If literature is to persist as an interest of honest men and women in the decades or centuries to come, it must be good enough to withstand the assault of any, and every, English Department. That poetry should be primarily read in the classroom is a bad thing, whether or not the professor teaching it does so badly or in the interest of forwarding bad ideas. That poets should cultivate productive and intelligent conventions of their craft; that they should understand the traditions in which they write, and treat them with deference and care; that their poems should be quite simply good—these are far more essential matters than whether some aesthetic deaf-mute should “out” a woman novelist of the nineteenth century, or whether some brash assistant professor, with complacent zealotry, should denounce Ezra Pound’s politics for the one-millionth time.

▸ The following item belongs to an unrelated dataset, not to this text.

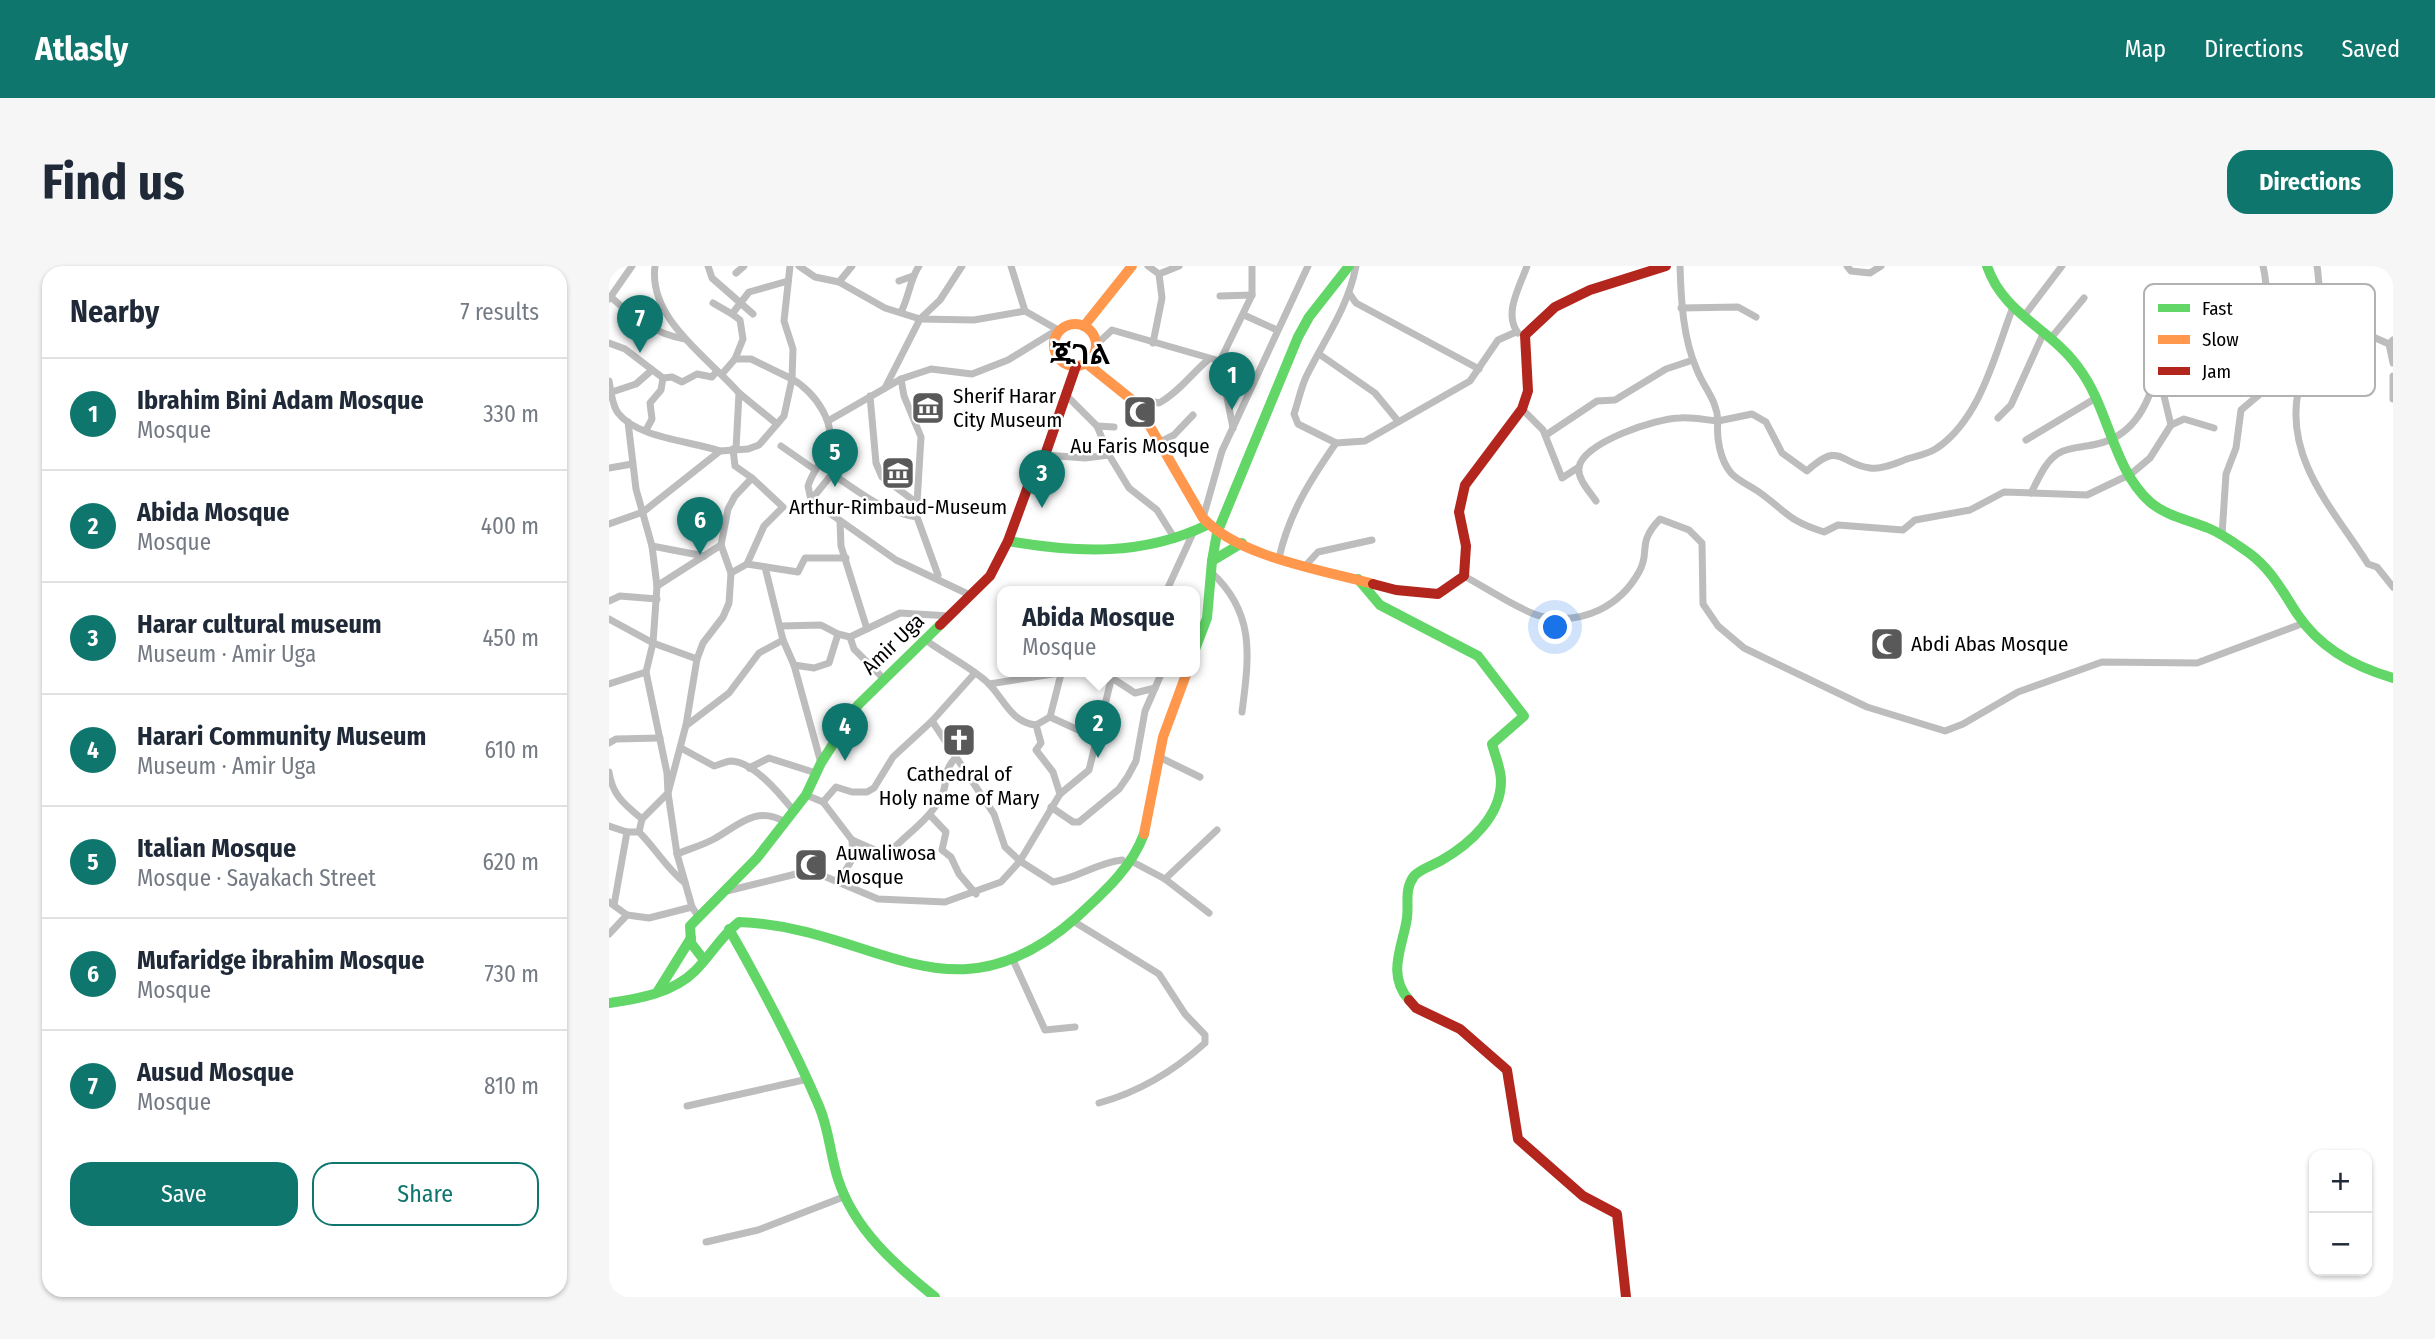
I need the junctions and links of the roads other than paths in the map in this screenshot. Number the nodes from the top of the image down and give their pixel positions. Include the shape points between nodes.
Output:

I have little reason to believe that poetry can long continue to exist outside the academy, however, because I have observed that the vast majority of publishing poets have abandoned or betrayed everything that makes poetry a valid and valuable art form. They do so not by entering the academy, but through a far more basic, bizarrely deliberate, lack of competence in writing. The academy should help sustain poets and poetry. It should initiate students into the study of that art so that the students may go on to enjoy it freely over the course of their lives. That is part of its mission as an institution of culture. But, to complain about its poor stewardship in that purpose as the singular cause of literary decline ignores the essential passivity and marginality of academic criticism, and exaggerates the reach of those incompetent malcontents who feed upon it. It mistakes an easy target for a moving one.

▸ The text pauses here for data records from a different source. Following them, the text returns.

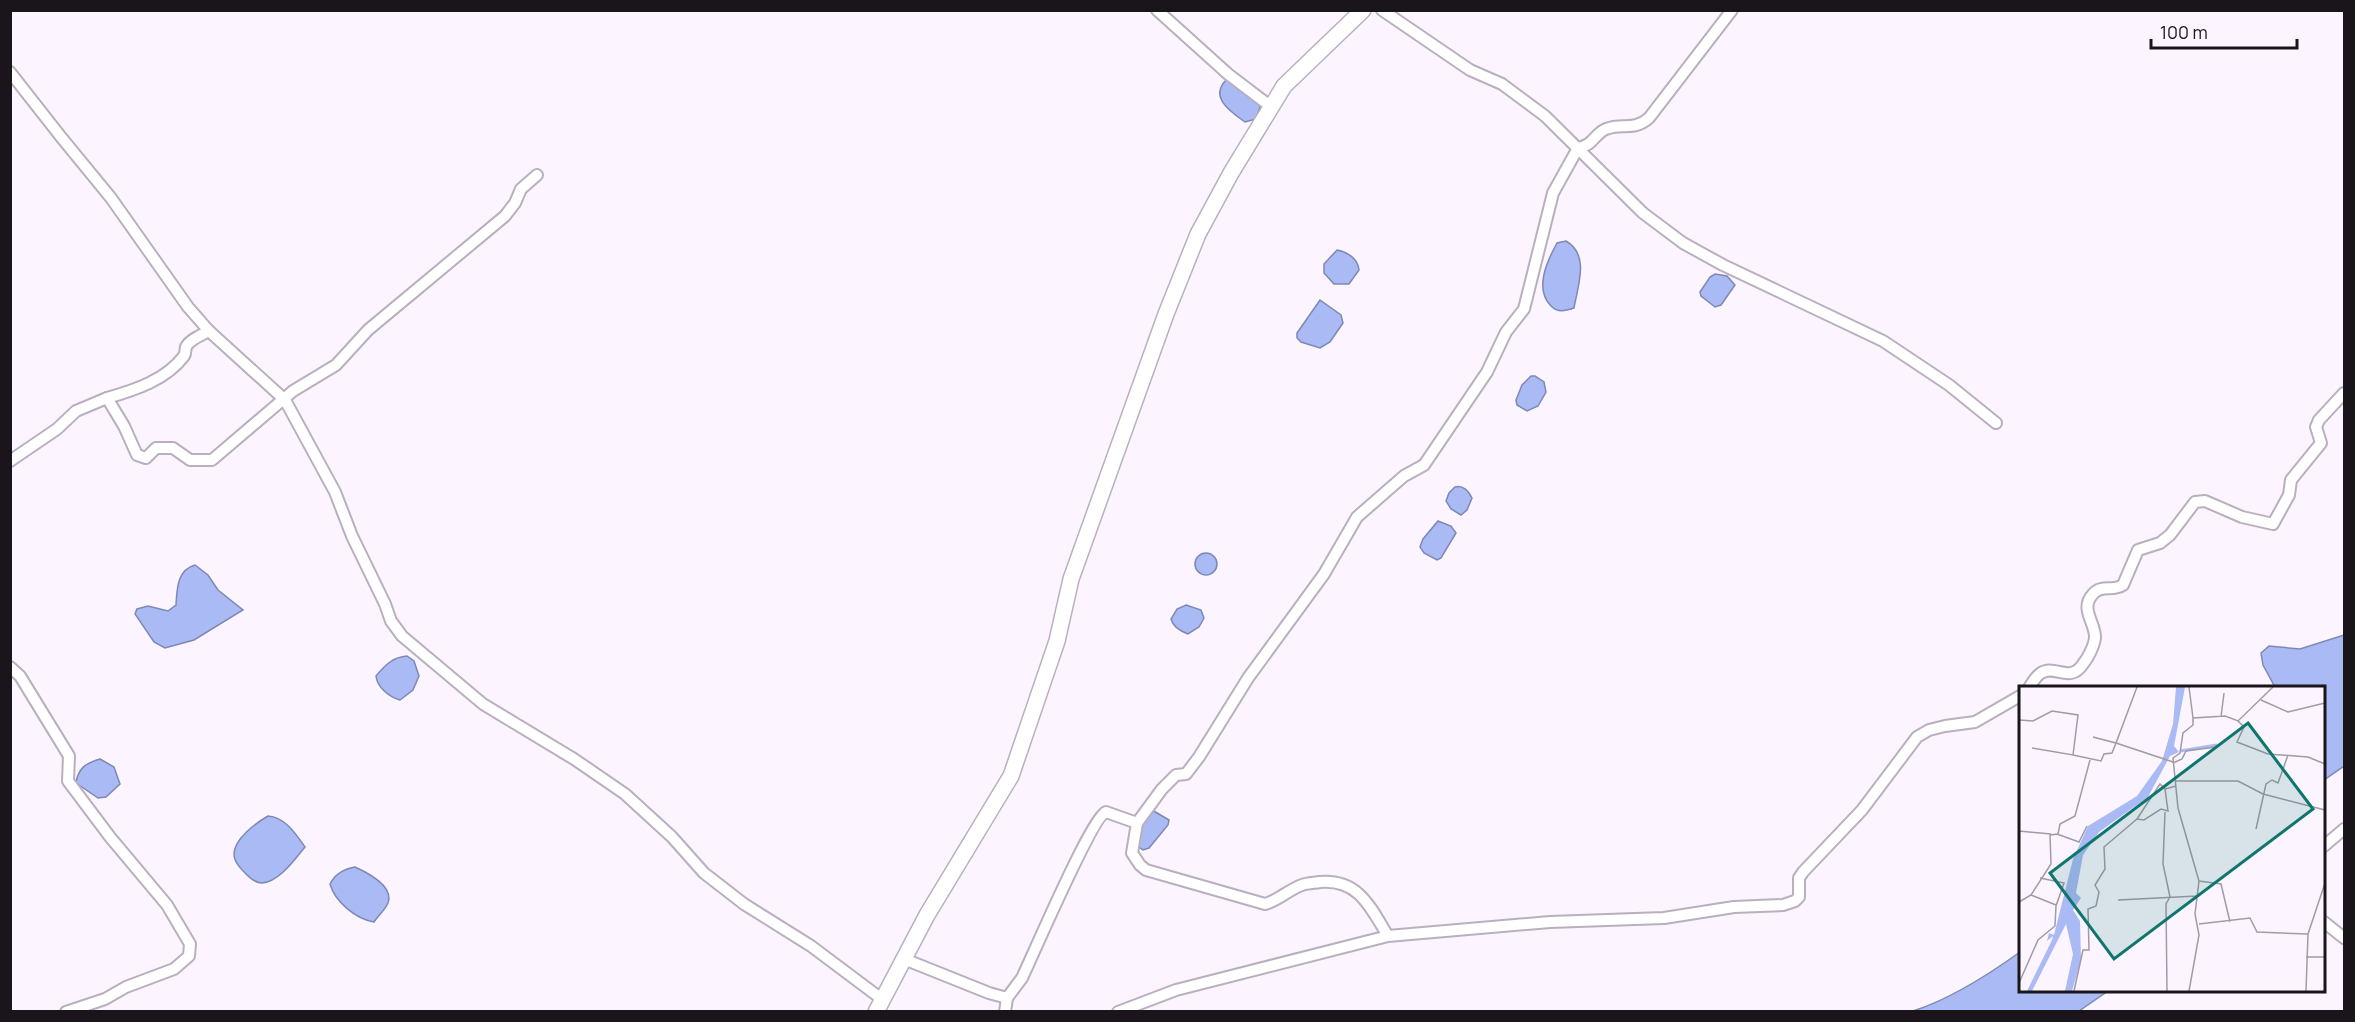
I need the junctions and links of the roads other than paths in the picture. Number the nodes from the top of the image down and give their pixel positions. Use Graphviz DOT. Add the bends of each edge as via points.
graph roads {
  1 [pos="1157,10"];
  2 [pos="1363,10"];
  3 [pos="1383,10"];
  4 [pos="1732,10"];
  5 [pos="10,72"];
  6 [pos="1270,106"];
  7 [pos="1578,148"];
  8 [pos="537,175"];
  9 [pos="209,331"];
  10 [pos="2344,393"];
  11 [pos="107,398"];
  12 [pos="285,400"];
  13 [pos="1996,423"];
  14 [pos="10,461"];
  15 [pos="10,668"];
  16 [pos="2030,686"];
  17 [pos="2019,697"];
  18 [pos="1137,823"];
  19 [pos="2344,829"];
  20 [pos="2325,845"];
  21 [pos="2325,923"];
  22 [pos="1388,936"];
  23 [pos="2344,938"];
  24 [pos="904,959"];
  25 [pos="1007,998"];
  26 [pos="880,1006"];
  27 [pos="66,1011"];
  28 [pos="1005,1011"];
  29 [pos="1118,1011"];
  1 -- 6 [label="street"];
  2 -- 6 [label="street" via="1284,86"];
  3 -- 7 [label="street" via="1470,70 1502,84 1545,116"];
  4 -- 7 [label="street" via="1648,118 1635,127 1606,129 1587,146"];
  5 -- 9 [label="street" via="111,198"];
  6 -- 24 [label="street" via="1198,234 1166,314 1071,579 1057,640 1011,776"];
  7 -- 13 [label="street" via="1643,213 1683,243 1883,341 1971,401"];
  7 -- 18 [label="street" via="1553,193 1524,309 1451,429 1424,465 1404,476 1357,517 1324,574 1248,678 1199,758 1186,774 1176,775 1169,782"];
  8 -- 12 [label="street" via="521,189 505,216 368,330 336,365"];
  9 -- 11 [label="street" via="186,346 184,355 159,377"];
  9 -- 12 [label="street"];
  10 -- 16 [label="street" via="2319,420 2316,427 2321,443 2291,480 2289,495 2273,524 2242,517 2205,501 2195,502 2170,535 2138,550 2122,585 2093,594 2087,610 2096,636 2083,665 2075,673 2047,670"];
  11 -- 12 [label="street" via="137,455 146,458 156,448 173,448 190,460 212,460"];
  11 -- 14 [label="street" via="76,411"];
  12 -- 26 [label="street" via="336,492 352,536 391,621 402,636 483,704 625,794 704,873 744,904 811,946"];
  15 -- 27 [label="street" via="20,676 69,756 68,782 167,905 190,944 189,956 174,969"];
  17 -- 22 [label="street" via="1975,722 1929,730 1917,737 1862,810 1803,872 1795,901 1664,918 1550,922"];
  18 -- 22 [label="street" via="1131,853 1146,870 1265,904 1305,884 1341,883 1354,888 1365,900"];
  18 -- 25 [label="street" via="1107,812 1100,816 1022,978"];
  19 -- 20 [label="street"];
  21 -- 23 [label="street"];
  22 -- 29 [label="street" via="1176,990"];
  24 -- 25 [label="street"];
  24 -- 26 [label="street"];
  25 -- 28 [label="street"];
}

I read a generous handful of new books of poems and new issues of poetry journals every year. The few journals to which I subscribe and re-subscribe include an impressive number of great poems in their pages alongside many bad ones; the books I buy, as opposed to those I thumb through in stores or some of those I receive to review, offer extraordinary riches. Indeed, if I were careful, or just more selective, in my reading, I might almost think contemporary poetry was flush with imaginative vitality and formal accomplishment. Some of Geoffrey Hill’s work, most of Dick Davis’s, all of David Middleton’s, nearly all of Mary Jo Salter’s, Timothy Steele’s, Catherine Savage Brosman’s, and Dana Gioia’s; the lyrics I have seen of Leslie Monsour, Bill Coyle, Joshua Mehigan, Amit Majmudar, Paul Lake, Maryann Corbett, William Connelly, A.E. Stallings, Alfred Nicol, Peggy O’Brien, Ernest Hilbert, Jennifer Reeser, and Adam Kirsch; the translations of Rhina P. Espaillat, Len Krisak, and William Baer; the fractured narratives of Brad Leithauser, Ned Balbo, David Mason, and William Logan; the weird classicism of Fredrick Turner’s lyrics and epics—these constitute remarkable achievements. The selected and collected editions of Helen Pinkerton, John Hollander, Elizabeth Jennings, Donald Justice, Anthony Hecht, Derek Mahon, Derek Walcott, Gjertrud Schnackenberg, and Richard Wilbur suggest no less that some few titans still walk among us, or did until yesterday, and have perfected and extended their medium over a lifetime.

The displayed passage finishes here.